President salutes U.S. Olympic athletes

CHULA VISTA, Calif. - Momentarily breaking stride in a political fund-raising marathon, President Clinton saluted U.S. Olympic athletes Friday and said they bring out the best the nation has to offer.

''We appreciate you, we thank you and we are very, very proud of you,'' Clinton told Olympians and Olympic hopefuls.

Clinton said the nation will follow the athletes ''in the magic of the Olympics moment. ... I want you to know you have already made your country very proud.''

The president said he is issuing an executive order to bar discrimination in federally conducted education and training programs. He also advocated a series of steps to encourage youthful Americans to become and remain physically active.
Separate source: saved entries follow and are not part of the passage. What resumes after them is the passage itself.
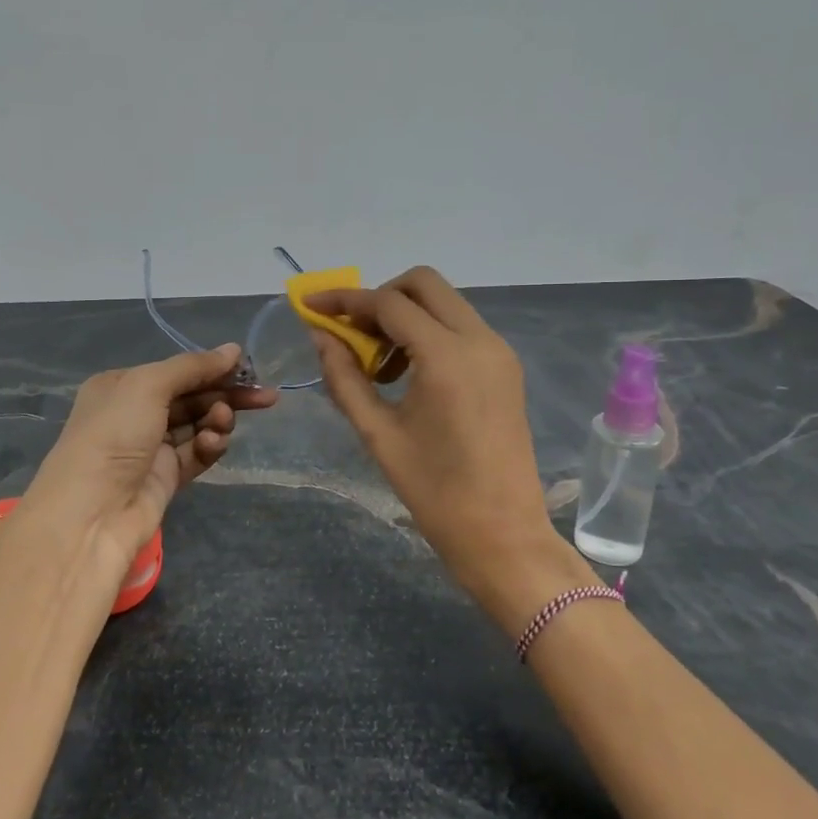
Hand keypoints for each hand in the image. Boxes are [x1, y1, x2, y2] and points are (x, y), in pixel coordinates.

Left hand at [24, 344, 277, 587]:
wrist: (92, 511)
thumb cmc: (114, 434)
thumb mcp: (148, 386)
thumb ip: (193, 367)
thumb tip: (234, 350)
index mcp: (122, 385)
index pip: (177, 371)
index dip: (213, 368)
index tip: (248, 369)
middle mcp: (135, 413)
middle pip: (192, 397)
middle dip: (225, 395)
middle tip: (264, 397)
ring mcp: (151, 448)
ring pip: (197, 425)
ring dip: (216, 421)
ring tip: (221, 423)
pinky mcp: (165, 478)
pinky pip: (196, 455)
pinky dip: (209, 447)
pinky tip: (214, 444)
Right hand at [307, 267, 595, 632]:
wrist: (503, 535)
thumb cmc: (434, 491)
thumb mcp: (378, 433)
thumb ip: (344, 377)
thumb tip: (319, 335)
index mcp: (447, 357)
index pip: (389, 303)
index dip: (345, 300)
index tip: (312, 306)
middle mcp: (480, 340)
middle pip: (423, 284)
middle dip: (379, 297)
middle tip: (352, 335)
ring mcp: (498, 351)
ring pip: (444, 302)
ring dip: (404, 315)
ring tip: (378, 365)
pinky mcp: (505, 367)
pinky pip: (460, 327)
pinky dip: (427, 333)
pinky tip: (407, 374)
He toured the 150-acre U.S. Olympic Training Center and watched athletes train for Olympic competition in archery, pole vaulting, the triple jump and race walking. All are hoping for a chance to compete in the Olympic Games at Sydney, Australia, in September.
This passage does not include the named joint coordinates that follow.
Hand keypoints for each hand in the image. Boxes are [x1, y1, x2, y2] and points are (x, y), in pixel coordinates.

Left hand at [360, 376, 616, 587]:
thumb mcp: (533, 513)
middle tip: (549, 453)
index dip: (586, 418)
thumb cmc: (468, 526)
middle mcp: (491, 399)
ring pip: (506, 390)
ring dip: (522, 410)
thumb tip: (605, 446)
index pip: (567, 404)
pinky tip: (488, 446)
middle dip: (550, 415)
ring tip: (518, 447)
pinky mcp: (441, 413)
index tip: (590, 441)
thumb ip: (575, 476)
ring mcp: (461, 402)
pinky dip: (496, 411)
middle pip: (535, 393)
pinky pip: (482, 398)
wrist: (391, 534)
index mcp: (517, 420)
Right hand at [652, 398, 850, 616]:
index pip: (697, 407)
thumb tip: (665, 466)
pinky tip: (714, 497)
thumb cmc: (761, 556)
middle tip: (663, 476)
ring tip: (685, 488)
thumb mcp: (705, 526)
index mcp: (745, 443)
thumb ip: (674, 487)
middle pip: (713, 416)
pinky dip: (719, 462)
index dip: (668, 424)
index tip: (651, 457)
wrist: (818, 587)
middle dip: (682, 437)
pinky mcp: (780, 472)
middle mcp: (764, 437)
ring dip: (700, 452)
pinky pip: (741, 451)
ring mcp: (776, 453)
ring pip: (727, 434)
Opened in 1995 and built from the ground up as an Olympics training facility, the center is located in rolling country south of San Diego near the Mexican border. It also offers training in rowing, canoeing, soccer, cycling, track and a variety of field events.

Clinton's Olympics speech was the only nonpolitical event in a three-day fund-raising sprint in Arizona and California. He planned 10 speeches at political receptions and dinners, raising millions of dollars for presumptive presidential candidate Al Gore and the Democratic National Committee.
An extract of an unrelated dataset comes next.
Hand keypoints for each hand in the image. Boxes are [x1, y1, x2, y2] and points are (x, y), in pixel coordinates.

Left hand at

Clinton headed to Los Angeles to raise more campaign money, both for the vice president's campaign and for Democrats trying to regain control of Congress after six years of GOP rule.

First in Phoenix and then in San Diego, Clinton took a prominent cheerleading role for Gore and jabbed at Texas Gov. George W. Bush's promises to spend the nation's burgeoning projected budget surplus on tax cuts and favored programs.

Clinton issued his warnings amid reports that his administration will announce next week that new projections show budget surpluses reaching nearly $2 trillion over the next decade.

The president's message: It's wrong for Bush, the presumptive GOP presidential candidate, to make lavish spending promises based on paper projections that may never turn into hard cash.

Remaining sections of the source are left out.